I've got no problems with PQ on my HTPC, I use Media Browser/Win7WMC, with Shark007 Codec's, Have it set to use MPC-HC and ffdshow for video, audio is all bitstreamed straight into my Reciever and decoded there. PQ has been quite amazing, no jitter etc.

Not sure what your problem may be, I can honestly say that since upgrading to my 6450 it's been even better than the old on board video on my Mobo, I know you're running one of the new APU's from AMD, but to be honest I'm a strong believer in discreet graphics cards no matter what at this point.


----------



## KrazeyKami

Hi all, thx for the replies.

The differences in quality between playing on the HTPC and the Samsung SmartHUB are nearly not noticable, but it's there. I'll try with XBMC and see if that gives a better picture then the current setup.

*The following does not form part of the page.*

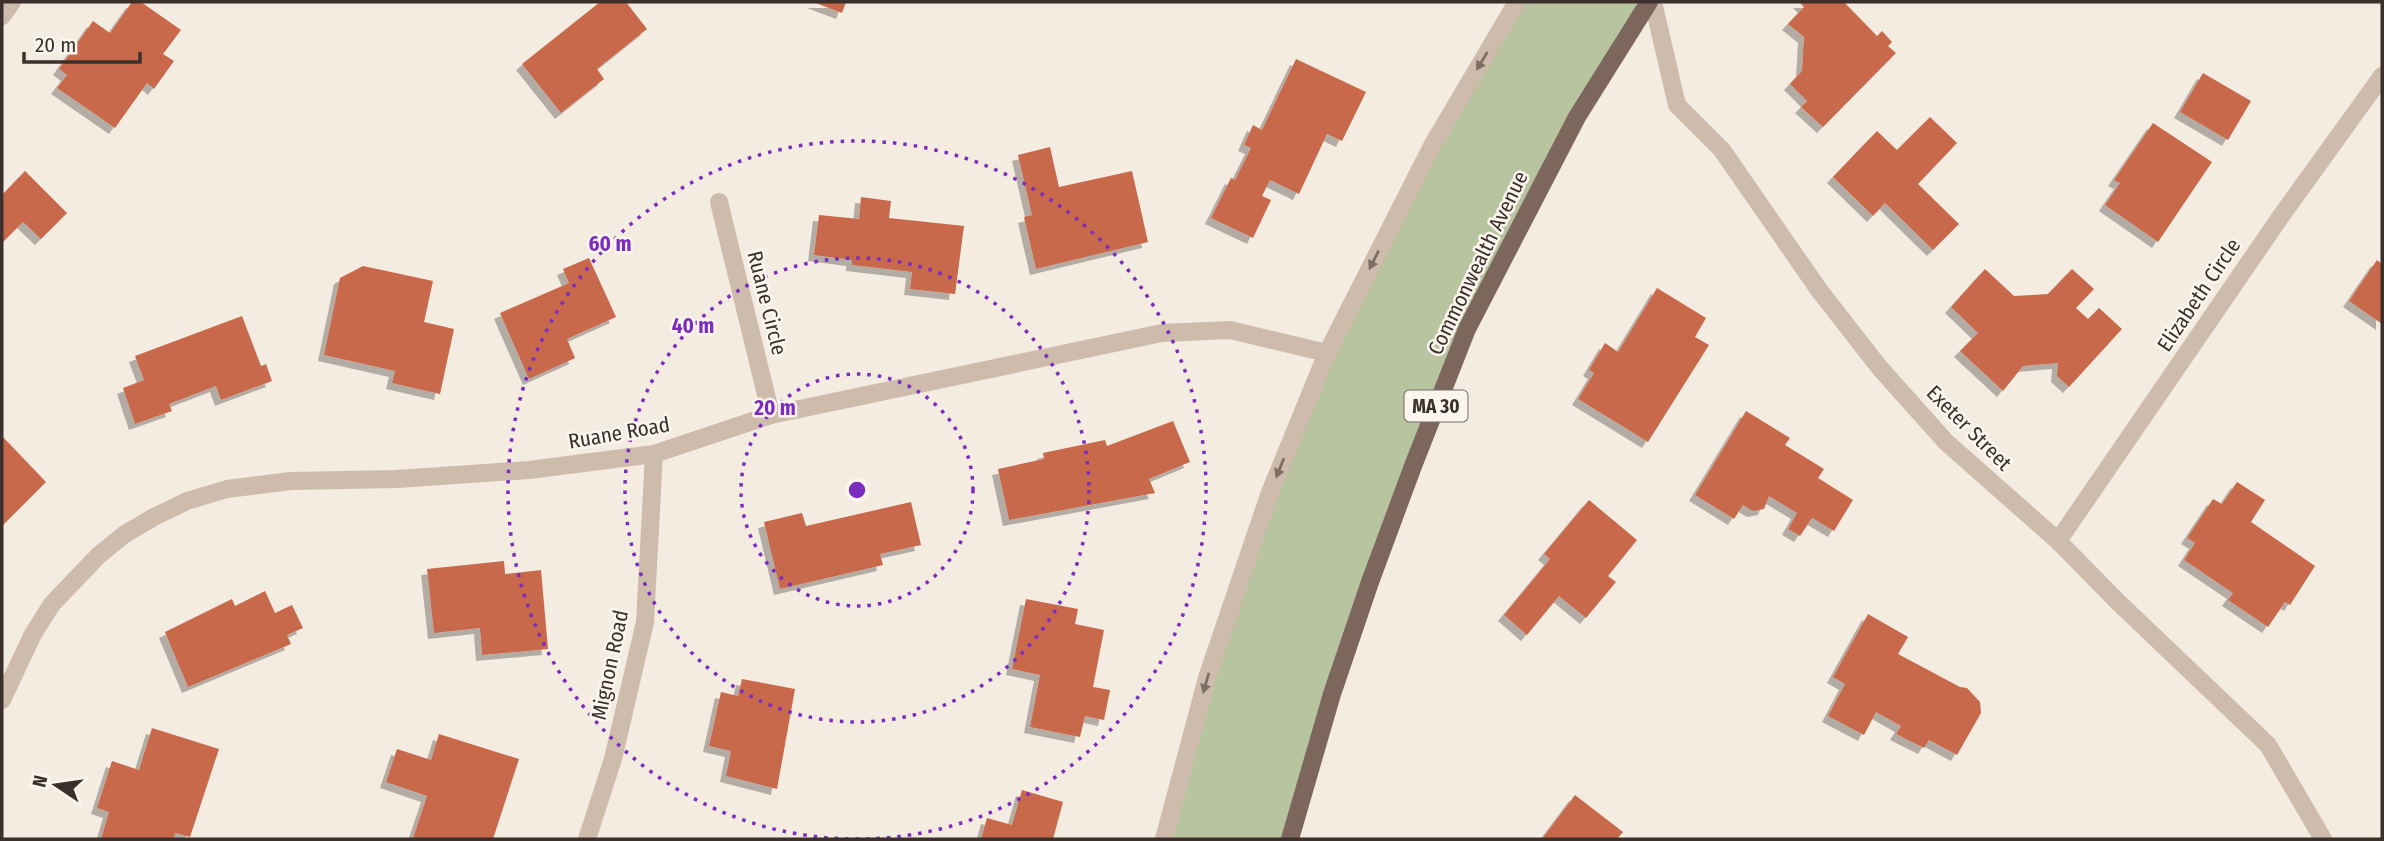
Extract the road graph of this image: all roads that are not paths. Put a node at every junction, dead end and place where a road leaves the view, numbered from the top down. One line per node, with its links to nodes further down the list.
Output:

As for Avatar; it seems that due to it's high bitrating it can be very demanding from certain codecs. I'll try and play around a bit with some other different programs, but for now, the (nearly not noticable) little frameskip only occurs with the HTPC and not with the SmartHUB.

Other movies play just fine tho.


----------



## KrazeyKami

Ok, i've tested XMBC, and this is what i noticed:

- XMBC playback / refreshrate is better then MPC-HC;
- When checking the 'adjust refresh rate to the display' checkbox, the playback gets _very close near_ to the SmartHUB playback;

- I noticed that it doesn't use bitstreaming tho, so i tried to turn bitstreaming off in MPC-HC; The playback became _much_ better. So it seems, that bitstreaming is messing with my playback refreshrate.

I tried to adjust / play around with all settings in both MPC-HC and XBMC, and compared the playback to each other and to the SmartHUB; I used the first 2 minutes of Avatar (extended cut) to compare playback refreshrate, and the scene starting @ 25:00 minutes to compare the lip-sync with the audio.

However, i nocited a little setback, next to the unability to bitstream audio: The sound sync is a bit off with the picture when using XMBC.

These are the results:

Smoothness of playback (where 1 is best):

1. SmartHUB
2. XBMC
3. MPC-HC

Lip-sync (where 1 is best):

1. SmartHUB
2. MPC-HC
3. XBMC

Best audio / stream:

1. MPC-HC (TrueHD / Master HD DTS Bitstreaming)
2. XBMC (regular DTS)
3. SmartHUB (Prologic II / 5.1)

I also tried to use the 'auto adjust frame rate' setting in MPC-HC, and used these settings:










It made the playback 10 times worse. Any thoughts on the above?


----------



## KrazeyKami

I did some testing last night, and i must admit, that i had some problems while playing Clash of the Titans through the Samsung. It gave some frameloss, and constant loading... to fetch content. Seems that Avatar didn't have this problem, but it appears alot of others movies don't play well.

I've tried to find the problem i have by elimination:

- first i took out the receiver and connected my HTPC directly to the TV. When playing, the frameloss was significantly better. However, i do see a very small hickup, very rare. I'm getting to a point where i think maybe i'm too demanding and to *****y about 1 little almost unnoticable hickup.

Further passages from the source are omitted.